>>>

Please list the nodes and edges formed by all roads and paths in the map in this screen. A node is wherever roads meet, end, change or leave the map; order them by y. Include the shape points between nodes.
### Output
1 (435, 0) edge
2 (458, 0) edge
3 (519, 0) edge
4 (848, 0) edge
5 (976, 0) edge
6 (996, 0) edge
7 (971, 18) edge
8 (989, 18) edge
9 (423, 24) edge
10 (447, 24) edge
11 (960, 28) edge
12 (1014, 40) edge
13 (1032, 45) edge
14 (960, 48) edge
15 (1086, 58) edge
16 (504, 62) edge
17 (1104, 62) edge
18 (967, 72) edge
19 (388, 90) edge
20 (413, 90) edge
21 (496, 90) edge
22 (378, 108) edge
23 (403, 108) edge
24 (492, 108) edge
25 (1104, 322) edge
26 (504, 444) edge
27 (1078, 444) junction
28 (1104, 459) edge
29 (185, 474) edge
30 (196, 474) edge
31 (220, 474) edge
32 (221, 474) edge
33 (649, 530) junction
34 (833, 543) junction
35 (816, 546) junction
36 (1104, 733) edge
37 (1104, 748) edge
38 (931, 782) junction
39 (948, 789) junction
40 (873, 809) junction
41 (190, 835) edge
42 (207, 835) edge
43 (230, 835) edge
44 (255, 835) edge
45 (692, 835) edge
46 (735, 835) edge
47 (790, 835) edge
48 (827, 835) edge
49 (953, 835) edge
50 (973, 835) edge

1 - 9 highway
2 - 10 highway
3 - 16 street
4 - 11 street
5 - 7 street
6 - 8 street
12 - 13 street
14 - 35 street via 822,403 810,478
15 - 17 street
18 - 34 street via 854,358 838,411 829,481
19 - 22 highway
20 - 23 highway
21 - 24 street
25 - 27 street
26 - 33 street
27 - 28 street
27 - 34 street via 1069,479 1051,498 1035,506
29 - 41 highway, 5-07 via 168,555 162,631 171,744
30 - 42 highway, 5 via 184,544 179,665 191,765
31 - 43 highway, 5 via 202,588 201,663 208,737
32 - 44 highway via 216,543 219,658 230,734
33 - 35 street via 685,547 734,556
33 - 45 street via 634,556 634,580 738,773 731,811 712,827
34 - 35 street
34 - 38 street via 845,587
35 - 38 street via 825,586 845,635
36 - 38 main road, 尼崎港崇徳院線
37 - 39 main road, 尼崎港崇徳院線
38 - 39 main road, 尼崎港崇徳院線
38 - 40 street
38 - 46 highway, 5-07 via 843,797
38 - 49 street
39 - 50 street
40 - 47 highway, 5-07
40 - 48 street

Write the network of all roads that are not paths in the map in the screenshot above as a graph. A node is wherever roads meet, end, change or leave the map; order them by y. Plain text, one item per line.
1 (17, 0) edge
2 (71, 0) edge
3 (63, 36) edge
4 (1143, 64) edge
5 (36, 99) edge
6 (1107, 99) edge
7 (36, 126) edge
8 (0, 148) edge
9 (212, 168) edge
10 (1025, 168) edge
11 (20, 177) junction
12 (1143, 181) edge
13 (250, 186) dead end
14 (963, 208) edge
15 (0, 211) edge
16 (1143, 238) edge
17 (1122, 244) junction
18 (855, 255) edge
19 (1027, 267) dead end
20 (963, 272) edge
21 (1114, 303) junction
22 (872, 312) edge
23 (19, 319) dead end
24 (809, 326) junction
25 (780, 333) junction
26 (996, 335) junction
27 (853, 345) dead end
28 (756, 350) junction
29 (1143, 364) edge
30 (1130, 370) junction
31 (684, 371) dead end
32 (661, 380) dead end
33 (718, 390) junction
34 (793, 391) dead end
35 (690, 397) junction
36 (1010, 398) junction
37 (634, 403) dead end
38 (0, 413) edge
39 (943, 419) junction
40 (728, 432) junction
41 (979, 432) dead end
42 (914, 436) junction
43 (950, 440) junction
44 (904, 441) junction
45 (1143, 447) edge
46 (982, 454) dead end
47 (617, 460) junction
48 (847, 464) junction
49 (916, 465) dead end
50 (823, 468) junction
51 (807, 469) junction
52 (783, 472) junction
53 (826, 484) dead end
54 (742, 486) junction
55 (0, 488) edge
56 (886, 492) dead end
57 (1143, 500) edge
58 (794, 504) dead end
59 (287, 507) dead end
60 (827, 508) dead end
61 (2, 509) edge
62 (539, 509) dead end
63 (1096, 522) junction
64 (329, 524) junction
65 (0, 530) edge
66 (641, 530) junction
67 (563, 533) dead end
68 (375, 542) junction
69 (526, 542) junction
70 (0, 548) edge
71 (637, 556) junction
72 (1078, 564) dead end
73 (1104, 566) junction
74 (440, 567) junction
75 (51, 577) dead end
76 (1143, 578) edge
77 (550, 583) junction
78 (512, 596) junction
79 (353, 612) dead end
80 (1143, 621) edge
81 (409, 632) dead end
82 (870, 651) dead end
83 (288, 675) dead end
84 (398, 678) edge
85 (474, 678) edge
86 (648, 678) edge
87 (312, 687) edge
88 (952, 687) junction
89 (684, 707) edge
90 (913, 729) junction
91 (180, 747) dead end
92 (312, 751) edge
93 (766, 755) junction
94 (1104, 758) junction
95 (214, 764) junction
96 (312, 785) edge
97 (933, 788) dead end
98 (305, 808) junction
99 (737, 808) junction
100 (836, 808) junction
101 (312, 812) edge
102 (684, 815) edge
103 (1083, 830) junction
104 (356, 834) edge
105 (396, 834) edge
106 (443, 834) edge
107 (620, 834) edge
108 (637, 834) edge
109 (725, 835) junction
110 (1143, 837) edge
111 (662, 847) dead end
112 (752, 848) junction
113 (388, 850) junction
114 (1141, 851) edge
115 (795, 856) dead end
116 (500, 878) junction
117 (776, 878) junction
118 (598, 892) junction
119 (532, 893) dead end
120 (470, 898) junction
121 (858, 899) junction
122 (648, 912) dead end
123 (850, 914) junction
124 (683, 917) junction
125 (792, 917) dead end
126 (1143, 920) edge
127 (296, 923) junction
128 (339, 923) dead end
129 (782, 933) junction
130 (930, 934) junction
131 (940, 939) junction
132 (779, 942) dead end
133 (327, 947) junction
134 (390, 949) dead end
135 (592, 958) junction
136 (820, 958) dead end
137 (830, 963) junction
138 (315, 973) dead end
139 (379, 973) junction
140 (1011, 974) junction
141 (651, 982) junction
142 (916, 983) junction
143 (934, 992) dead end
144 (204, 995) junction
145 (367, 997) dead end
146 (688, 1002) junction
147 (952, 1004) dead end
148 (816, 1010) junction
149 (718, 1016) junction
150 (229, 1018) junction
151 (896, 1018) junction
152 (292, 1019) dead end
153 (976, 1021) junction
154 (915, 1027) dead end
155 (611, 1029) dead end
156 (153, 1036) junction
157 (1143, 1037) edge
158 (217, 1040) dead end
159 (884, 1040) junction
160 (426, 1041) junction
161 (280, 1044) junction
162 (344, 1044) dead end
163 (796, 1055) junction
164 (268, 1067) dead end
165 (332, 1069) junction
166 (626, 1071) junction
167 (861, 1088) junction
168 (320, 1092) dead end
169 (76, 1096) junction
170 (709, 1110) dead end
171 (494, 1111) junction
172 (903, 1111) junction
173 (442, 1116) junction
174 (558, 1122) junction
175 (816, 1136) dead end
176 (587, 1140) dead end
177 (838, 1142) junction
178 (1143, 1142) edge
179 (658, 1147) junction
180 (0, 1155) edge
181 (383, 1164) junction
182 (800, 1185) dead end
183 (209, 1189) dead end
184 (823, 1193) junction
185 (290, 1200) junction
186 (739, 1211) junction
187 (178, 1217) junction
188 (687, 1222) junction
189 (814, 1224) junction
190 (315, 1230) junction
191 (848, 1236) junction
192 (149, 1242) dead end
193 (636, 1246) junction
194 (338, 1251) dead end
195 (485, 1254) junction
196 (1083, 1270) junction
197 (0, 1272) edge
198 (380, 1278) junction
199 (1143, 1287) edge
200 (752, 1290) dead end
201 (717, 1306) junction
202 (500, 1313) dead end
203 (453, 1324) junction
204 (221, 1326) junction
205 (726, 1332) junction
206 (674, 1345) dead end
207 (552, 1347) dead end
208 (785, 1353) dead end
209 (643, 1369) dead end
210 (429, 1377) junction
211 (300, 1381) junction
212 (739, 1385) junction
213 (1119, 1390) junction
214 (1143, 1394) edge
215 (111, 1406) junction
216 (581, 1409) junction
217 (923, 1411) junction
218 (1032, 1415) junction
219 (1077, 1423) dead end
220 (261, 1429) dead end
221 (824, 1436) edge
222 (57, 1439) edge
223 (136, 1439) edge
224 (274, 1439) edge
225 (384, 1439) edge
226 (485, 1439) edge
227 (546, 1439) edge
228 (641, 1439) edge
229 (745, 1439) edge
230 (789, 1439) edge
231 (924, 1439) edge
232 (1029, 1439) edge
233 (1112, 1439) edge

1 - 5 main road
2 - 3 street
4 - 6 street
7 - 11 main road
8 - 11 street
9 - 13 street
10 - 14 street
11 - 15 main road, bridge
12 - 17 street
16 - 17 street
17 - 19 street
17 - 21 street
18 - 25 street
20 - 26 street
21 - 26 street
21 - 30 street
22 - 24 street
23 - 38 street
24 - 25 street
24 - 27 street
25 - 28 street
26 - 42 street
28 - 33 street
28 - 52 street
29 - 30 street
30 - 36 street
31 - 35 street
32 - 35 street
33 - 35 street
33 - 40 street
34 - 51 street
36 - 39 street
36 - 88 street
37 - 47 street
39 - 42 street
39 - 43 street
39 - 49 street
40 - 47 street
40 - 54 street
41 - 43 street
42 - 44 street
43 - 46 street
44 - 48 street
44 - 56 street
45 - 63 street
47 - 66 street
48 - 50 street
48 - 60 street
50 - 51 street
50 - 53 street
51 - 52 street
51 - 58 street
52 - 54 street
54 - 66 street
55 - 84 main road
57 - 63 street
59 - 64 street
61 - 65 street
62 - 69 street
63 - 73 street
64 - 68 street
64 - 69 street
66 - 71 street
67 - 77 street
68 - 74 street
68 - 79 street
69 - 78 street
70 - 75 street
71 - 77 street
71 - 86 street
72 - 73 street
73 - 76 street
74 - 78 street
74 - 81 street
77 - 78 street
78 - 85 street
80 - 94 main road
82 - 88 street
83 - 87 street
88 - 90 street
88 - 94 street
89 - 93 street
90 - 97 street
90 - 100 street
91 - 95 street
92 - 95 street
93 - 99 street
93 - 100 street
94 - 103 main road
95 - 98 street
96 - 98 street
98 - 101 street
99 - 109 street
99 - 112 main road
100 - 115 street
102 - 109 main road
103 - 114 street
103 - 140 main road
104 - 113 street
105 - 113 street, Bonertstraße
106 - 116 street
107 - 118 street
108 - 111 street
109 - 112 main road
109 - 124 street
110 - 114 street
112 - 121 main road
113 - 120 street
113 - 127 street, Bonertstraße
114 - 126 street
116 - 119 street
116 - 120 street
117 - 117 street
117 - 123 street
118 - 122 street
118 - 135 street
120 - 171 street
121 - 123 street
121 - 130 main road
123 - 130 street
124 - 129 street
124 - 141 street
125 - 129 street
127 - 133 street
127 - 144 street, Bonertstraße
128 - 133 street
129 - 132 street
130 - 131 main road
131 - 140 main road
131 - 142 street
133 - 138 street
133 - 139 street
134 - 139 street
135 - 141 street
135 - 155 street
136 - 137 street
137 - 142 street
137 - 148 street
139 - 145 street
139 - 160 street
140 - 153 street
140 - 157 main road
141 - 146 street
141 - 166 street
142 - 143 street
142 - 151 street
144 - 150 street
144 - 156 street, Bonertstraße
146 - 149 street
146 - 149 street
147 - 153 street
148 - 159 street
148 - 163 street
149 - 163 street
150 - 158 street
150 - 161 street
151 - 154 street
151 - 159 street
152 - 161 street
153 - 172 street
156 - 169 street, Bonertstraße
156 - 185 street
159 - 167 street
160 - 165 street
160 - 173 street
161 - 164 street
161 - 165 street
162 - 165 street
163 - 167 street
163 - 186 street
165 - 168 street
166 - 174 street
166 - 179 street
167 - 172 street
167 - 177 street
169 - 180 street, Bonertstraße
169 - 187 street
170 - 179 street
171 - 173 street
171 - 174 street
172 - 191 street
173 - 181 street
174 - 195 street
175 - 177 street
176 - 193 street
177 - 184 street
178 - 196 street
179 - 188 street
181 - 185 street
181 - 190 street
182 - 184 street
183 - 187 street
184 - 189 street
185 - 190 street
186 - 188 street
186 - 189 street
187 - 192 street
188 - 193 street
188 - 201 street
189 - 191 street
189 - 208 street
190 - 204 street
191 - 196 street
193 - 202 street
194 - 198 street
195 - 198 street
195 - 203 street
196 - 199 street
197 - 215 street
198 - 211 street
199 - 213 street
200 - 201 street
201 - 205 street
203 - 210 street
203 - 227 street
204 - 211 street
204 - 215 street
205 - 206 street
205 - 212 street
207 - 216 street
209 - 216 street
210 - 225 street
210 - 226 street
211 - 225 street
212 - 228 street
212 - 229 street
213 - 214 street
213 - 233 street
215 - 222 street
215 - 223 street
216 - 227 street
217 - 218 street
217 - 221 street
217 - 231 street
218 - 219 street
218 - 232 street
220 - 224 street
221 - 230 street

<<<

• Task description
From the records above, show each line that contains the word "highway".

• Solution to the exercise
1 - 9 highway
2 - 10 highway
19 - 22 highway
20 - 23 highway
29 - 41 highway, 5-07 via 168,555 162,631 171,744
30 - 42 highway, 5 via 184,544 179,665 191,765
31 - 43 highway, 5 via 202,588 201,663 208,737
32 - 44 highway via 216,543 219,658 230,734
38 - 46 highway, 5-07 via 843,797
40 - 47 highway, 5-07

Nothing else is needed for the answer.